--- Data shown Enclosed Below ---

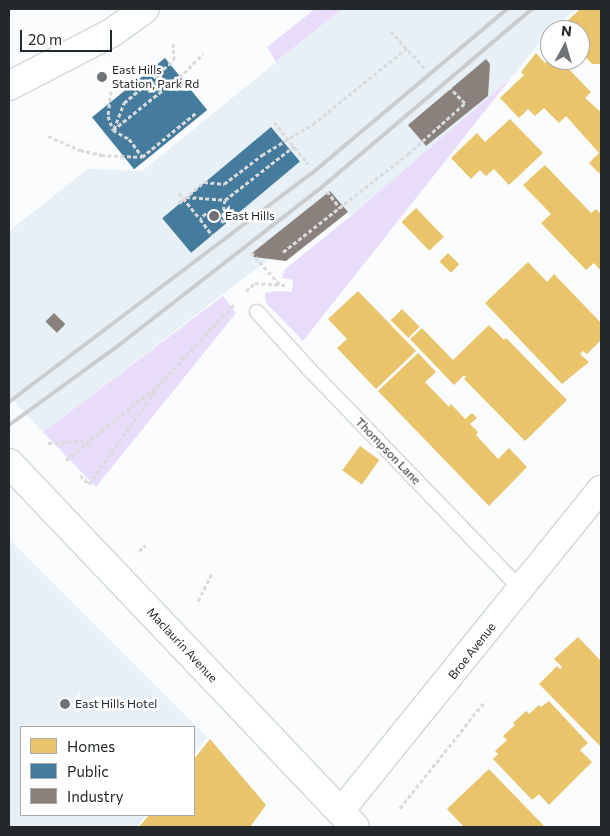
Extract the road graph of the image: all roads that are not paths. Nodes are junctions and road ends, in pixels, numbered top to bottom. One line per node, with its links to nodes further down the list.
1 (146, 9): 2 (street)
2 (9, 86)
3 (257, 312): 6 (lane, Thompson Lane)
4 (9, 463): 7 (street, Maclaurin Avenue)
5 (601, 488): 6 (street, Broe Avenue)
6 (521, 589): 7 (street, Broe Avenue)
7 (347, 820)

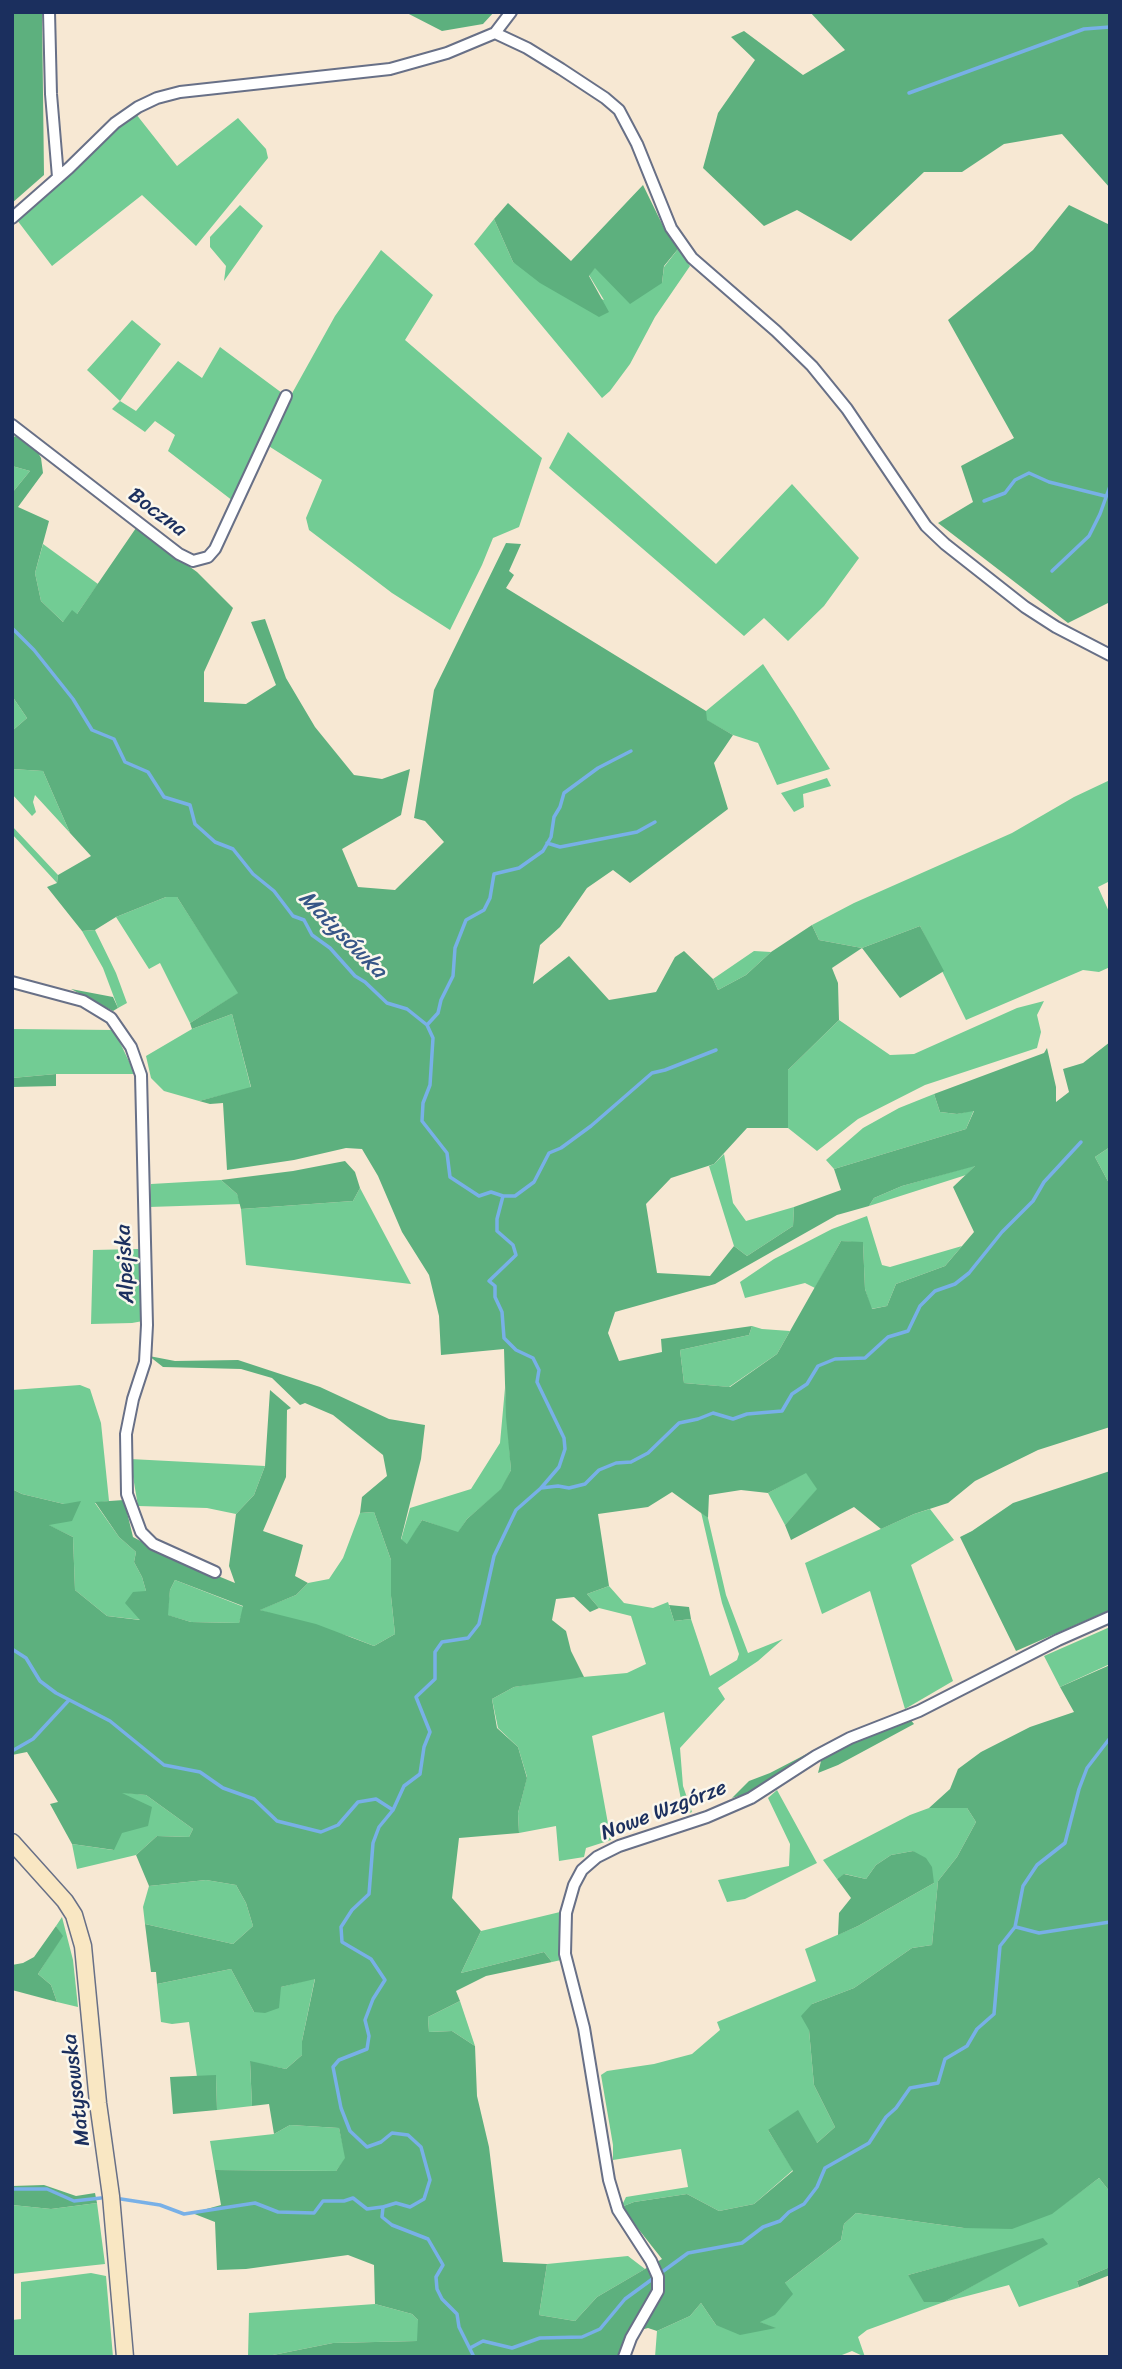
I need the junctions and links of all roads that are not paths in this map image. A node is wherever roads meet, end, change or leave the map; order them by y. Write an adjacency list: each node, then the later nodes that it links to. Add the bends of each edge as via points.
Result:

--- End of Enclosed Data shown ---

What to produce —
Set down all of the entries precisely and keep the pictures out of the copy.

Written response —
Extract the road graph of the image: all roads that are not paths. Nodes are junctions and road ends, in pixels, numbered top to bottom. One line per node, with its links to nodes further down the list.
1 (146, 9): 2 (street)
2 (9, 86)
3 (257, 312): 6 (lane, Thompson Lane)
4 (9, 463): 7 (street, Maclaurin Avenue)
5 (601, 488): 6 (street, Broe Avenue)
6 (521, 589): 7 (street, Broe Avenue)
7 (347, 820)

I need the junctions and links of all roads that are not paths in this map image. A node is wherever roads meet, end, change or leave the map; order them by y. Write an adjacency list: each node, then the later nodes that it links to. Add the bends of each edge as via points.
Result:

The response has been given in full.